Finns, genes and languages
The Institute for Molecular Medicine Finland (FIMM) has compiled the Finnish Gene Atlas, which contains genome-wide gene marker data for more than 40,000 Finns. Among the findings are two interesting points: (1) Finns are unique on the genetic map of Europe, differing considerably both from Central Europeans and from their eastern neighbors; and (2) genetically, Finns have more in common with, for example, the Dutch or Russians living in the area of Murom, to the east of Moscow, than with their linguistic relations, the Hungarians; more generally, genetic closeness clearly follows geographic distance more closely than linguistic distance.
This situations — genetic closeness to the neighbors rather than to the linguistic cousins — is not unique to Finns: Hadza and Sandawe in Tanzania are genetically Bantu but speak Khoisan-related languages; the inhabitants of Madagascar genetically have roots both in Indonesia and the East Coast of Africa, but speak an Austronesian language (Malagasy). Even the Finns’ linguistic cousins — the Hungarians — are genetically Central European but linguistically trace their lineage to the Ural mountains.
Discrepancies of this sort between the genetic and linguistic roots arise through migration, conquest, massive second language learning and language shift. Typically, a small group of migrant warriors and/or political elite manage to impose their language on the much larger local population; as a result, the genetic consequences of the conquest are much less significant than the linguistic consequences. For example, a relatively small group of Magyar established a rule over a much larger population of Romance-speakers on what is now the Great Hungarian Plain; the estimates are that Magyars constituted no more than 30% of the resulting population. As a result, present-day Hungarians have very little of the Magyar (Uralic) gene pool, but the Hungarian language is clearly a Finno-Ugric (Uralic) language, unlike any of its neighbors (for example, Romanian, Polish, German — all Indo-European languages).
All of this underscores one big difference between how genetic belonging and linguistic classification are determined. From the genetic point of view what counts is how much of a given group’s gene pool matches what other genetic signature. For example, one can say that Hungarians are 10% Uralic and 90% European (or whatever these figures actually are). From the point of view of language family classification, one does not talk about percentages. For example, we cannot say that Hungarian is 10% or 50% or 90% a Finno-Ugric language. A given language either does or does not belong to a given language family. To make a determination of whether a given language belongs to a given language family, it does not matter how much of its vocabulary is shared (or cognate) with other languages in the family. What does matter is the source of the CORE vocabulary — words that denote body parts and physiological processes, kinship terms (‘mother’, ‘father’, ‘brother’, etc.), basic natural phenomena (‘day’, ‘night’, ‘sun’, ‘winter’), low numbers (usually, 1-10) and similar words — and the basic grammatical patterns. These are the parts of language that are the least prone to borrowing from other languages.
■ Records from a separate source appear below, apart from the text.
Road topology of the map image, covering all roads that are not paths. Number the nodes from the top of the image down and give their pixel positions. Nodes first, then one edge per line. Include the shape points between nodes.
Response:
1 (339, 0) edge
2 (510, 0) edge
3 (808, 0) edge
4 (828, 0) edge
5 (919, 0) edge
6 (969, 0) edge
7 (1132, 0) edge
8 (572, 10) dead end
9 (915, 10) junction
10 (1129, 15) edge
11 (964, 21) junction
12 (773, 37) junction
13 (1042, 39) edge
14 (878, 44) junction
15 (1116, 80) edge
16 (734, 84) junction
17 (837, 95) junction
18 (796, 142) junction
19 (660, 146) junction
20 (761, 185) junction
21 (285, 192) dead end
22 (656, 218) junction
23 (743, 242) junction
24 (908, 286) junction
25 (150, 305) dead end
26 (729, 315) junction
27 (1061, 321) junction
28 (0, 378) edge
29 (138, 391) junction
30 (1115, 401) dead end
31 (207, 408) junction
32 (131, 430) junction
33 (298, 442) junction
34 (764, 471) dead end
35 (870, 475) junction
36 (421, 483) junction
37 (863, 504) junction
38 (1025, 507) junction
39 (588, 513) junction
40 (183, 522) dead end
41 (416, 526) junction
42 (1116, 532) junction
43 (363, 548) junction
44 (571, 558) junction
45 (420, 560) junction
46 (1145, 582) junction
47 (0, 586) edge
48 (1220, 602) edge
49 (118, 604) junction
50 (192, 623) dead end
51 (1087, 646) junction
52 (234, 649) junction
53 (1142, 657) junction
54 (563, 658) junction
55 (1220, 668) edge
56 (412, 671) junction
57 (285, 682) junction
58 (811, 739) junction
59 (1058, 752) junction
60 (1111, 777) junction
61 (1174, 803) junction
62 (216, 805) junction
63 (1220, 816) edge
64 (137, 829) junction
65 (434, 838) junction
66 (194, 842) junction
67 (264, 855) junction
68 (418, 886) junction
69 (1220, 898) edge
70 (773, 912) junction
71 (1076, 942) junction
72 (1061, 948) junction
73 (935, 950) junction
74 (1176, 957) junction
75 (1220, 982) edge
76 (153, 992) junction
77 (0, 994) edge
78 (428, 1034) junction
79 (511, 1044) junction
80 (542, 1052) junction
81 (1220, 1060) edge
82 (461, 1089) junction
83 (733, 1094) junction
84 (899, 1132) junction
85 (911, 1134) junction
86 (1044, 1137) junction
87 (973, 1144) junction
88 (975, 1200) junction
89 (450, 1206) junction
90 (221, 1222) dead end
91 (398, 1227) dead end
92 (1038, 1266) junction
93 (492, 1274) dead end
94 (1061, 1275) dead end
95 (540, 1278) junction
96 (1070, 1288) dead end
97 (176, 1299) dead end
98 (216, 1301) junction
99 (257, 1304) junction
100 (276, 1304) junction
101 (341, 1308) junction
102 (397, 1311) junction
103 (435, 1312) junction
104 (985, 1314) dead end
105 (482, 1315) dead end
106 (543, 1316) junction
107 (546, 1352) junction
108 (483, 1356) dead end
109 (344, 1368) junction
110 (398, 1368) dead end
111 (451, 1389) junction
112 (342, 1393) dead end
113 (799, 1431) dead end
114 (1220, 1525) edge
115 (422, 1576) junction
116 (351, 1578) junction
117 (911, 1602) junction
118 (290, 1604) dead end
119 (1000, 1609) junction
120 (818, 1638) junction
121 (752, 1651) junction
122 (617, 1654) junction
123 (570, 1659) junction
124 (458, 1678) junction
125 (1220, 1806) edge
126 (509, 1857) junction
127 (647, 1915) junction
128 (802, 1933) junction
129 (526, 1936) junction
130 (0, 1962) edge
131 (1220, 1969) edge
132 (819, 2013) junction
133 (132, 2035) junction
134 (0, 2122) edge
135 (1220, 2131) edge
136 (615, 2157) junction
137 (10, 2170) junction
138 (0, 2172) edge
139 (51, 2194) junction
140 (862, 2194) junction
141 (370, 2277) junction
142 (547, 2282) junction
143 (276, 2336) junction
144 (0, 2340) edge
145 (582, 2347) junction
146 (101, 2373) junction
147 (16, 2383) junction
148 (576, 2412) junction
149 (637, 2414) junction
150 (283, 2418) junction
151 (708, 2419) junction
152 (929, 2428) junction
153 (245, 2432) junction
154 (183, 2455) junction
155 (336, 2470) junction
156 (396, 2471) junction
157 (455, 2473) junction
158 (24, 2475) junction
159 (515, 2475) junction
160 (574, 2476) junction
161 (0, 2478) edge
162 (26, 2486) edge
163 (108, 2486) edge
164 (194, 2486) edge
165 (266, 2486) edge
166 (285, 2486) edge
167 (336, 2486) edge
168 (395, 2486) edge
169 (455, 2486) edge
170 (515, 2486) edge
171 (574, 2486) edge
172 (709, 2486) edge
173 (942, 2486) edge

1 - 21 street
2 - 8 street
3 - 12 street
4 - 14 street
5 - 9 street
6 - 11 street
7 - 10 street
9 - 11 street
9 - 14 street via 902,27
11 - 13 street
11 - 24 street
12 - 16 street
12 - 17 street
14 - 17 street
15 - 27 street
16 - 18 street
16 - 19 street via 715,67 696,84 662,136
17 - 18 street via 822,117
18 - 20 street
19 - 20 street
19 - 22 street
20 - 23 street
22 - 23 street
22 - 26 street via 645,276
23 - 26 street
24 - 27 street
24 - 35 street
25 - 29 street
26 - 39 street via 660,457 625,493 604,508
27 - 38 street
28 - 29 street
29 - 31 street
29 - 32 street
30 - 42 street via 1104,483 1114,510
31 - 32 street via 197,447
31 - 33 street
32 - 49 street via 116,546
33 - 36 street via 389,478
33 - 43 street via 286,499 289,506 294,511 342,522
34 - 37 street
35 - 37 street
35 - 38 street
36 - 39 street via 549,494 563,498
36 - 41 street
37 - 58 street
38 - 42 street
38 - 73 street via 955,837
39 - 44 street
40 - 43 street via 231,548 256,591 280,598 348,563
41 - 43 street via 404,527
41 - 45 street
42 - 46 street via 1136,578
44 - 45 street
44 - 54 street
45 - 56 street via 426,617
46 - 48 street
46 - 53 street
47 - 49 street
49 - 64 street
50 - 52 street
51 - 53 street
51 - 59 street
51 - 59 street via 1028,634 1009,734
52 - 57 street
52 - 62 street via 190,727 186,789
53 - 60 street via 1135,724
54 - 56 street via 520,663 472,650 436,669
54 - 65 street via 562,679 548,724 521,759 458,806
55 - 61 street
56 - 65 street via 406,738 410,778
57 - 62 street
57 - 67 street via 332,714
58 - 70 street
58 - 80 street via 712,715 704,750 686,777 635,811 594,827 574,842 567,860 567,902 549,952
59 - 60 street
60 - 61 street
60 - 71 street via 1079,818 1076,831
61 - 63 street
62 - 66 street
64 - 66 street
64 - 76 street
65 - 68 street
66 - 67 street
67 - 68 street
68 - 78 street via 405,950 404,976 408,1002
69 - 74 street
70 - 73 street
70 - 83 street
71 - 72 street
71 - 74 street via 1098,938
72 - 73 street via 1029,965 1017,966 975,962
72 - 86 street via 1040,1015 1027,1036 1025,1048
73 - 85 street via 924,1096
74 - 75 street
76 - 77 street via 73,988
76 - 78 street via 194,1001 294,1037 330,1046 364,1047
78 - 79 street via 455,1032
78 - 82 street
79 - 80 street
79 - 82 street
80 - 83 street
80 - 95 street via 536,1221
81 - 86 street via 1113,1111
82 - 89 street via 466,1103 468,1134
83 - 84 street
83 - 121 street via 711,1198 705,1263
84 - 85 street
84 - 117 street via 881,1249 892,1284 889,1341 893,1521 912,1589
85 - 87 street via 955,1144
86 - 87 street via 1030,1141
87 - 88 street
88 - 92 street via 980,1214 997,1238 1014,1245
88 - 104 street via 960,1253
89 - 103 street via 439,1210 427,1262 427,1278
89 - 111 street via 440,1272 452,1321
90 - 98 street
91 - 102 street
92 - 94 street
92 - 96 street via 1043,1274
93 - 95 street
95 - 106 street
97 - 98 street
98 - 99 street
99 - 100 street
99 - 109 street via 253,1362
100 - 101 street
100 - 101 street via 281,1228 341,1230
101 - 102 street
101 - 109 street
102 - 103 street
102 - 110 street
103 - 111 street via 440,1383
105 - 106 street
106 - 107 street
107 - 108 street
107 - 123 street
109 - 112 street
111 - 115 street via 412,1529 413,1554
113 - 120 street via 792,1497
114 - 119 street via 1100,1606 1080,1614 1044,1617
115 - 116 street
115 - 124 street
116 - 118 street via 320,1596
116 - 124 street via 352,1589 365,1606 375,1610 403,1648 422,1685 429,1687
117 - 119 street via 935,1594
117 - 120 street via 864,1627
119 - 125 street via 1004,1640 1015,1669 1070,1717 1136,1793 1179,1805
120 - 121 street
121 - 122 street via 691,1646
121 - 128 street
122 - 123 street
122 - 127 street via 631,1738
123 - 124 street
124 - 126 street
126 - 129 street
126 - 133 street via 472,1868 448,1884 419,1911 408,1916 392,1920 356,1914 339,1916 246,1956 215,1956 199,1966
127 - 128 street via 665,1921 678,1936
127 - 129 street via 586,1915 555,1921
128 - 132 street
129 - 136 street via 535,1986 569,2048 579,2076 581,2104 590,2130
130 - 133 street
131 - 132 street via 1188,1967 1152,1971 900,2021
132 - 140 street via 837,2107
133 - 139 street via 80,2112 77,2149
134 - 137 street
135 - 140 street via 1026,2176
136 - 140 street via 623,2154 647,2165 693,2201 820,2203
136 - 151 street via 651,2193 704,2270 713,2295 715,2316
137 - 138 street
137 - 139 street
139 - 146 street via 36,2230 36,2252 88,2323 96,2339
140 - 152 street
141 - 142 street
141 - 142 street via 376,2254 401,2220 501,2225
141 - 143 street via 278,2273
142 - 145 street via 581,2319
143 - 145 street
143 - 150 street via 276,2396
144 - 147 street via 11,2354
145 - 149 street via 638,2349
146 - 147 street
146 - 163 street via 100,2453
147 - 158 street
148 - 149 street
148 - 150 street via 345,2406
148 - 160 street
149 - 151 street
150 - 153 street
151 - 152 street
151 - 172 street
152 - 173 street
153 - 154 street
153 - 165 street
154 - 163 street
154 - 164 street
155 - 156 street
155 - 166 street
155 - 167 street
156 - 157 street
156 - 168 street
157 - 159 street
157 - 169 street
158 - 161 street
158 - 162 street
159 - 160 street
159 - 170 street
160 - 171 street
For instance, take English: only a small proportion of the present-day English vocabulary can be traced back to Old English and through it to the Germanic roots. There are also some later borrowings from other Germanic languages like German and Dutch, but even taking these into account, the proportion of the English vocabulary of Germanic origin is negligible. The majority of the English vocabulary comes either from French (including Anglo-Norman French) or Latin — but English is definitely NOT a Romance language, like Latin or French. And its basic grammatical patterns are Germanic as well. For example, English morphology closely resembles that in other Germanic languages (for instance, English — like German or Dutch — have past and present tense and mark the past tense in one of two ways, by adding –ed or by changing the vowel of the stem). English even has remants of the once much more common Verb-Second pattern: in sentences that start with never or only…, the verb (auxiliary, modal or do) must come second, before the grammatical subject. This Verb-Second pattern applies in all main declarative sentences in languages like German or Norwegian.
Similarly, Hungarian is a Finno-Ugric language, with a large proportion of its core vocabulary from the common Finno-Ugric stock, agglutinative morphology, extensive case system, vowel harmony and vowel length distinction used to encode meaning. All of these “basic vocabulary and grammar” considerations outweigh the significant proportion of the Hungarian vocabulary that has been borrowed from its neighboring Central European languages, Latin and the general European word stock. Those borrowings do not make Hungarian any less Finno-Ugric.
When it comes to language, there is no “half-breeds”!